What is required
Scan the entries below for the word "Emiliano" and copy every line in which it occurs.

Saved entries
• • • • • • •

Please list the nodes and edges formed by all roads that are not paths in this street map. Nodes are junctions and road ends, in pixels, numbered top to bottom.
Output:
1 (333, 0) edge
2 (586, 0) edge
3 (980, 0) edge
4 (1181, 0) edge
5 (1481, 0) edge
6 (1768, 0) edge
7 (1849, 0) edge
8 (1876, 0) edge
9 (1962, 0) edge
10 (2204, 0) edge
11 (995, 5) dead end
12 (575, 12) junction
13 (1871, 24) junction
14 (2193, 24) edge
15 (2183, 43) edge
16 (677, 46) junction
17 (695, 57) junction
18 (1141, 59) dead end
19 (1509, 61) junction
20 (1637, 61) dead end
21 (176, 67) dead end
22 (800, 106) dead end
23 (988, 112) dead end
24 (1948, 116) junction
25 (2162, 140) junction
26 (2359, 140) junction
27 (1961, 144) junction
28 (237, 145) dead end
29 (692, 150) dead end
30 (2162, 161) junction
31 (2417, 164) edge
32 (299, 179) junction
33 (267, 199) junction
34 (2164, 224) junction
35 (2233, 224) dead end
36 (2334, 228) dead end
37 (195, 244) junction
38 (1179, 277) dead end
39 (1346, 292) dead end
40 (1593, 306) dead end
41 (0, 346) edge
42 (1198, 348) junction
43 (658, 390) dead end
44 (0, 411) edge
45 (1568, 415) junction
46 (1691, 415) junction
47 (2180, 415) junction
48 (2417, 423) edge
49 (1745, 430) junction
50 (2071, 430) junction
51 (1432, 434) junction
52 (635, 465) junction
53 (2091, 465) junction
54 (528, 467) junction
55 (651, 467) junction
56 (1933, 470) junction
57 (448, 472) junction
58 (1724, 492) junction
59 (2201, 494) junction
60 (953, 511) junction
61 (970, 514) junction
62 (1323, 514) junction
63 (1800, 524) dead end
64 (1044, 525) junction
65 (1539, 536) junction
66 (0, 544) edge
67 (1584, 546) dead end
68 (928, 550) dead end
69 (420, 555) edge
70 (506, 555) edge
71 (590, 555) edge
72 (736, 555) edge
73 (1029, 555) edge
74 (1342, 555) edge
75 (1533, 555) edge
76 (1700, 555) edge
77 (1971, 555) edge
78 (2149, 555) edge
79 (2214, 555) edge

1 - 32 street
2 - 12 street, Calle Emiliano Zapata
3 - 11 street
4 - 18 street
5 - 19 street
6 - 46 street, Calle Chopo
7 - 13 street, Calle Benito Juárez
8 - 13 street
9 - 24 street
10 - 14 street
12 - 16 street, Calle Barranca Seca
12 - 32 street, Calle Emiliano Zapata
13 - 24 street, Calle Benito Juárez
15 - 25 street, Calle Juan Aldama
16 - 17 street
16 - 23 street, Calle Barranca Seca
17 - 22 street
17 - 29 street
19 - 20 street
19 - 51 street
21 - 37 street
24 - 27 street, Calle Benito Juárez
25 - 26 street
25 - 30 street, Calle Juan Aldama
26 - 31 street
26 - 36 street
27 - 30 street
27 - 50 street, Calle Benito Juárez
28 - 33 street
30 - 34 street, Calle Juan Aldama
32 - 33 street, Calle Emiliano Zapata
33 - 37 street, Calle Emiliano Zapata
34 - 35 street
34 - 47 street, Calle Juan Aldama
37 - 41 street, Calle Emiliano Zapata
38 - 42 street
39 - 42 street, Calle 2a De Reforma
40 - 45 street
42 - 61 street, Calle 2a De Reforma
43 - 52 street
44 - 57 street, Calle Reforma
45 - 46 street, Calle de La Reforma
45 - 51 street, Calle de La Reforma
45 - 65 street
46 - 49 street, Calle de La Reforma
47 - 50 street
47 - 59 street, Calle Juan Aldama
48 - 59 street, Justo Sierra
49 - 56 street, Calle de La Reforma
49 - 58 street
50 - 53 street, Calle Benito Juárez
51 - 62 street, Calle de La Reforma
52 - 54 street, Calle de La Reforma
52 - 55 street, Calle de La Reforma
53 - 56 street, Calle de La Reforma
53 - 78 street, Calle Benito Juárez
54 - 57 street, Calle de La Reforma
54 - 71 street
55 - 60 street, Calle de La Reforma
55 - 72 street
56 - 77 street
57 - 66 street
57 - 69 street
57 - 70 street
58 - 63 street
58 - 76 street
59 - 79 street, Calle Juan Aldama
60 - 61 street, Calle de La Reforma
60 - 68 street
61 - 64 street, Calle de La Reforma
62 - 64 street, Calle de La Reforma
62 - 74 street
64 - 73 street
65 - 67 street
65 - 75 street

• • • • • • •

Written solution
2 - 12 street, Calle Emiliano Zapata
12 - 32 street, Calle Emiliano Zapata
32 - 33 street, Calle Emiliano Zapata
33 - 37 street, Calle Emiliano Zapata
37 - 41 street, Calle Emiliano Zapata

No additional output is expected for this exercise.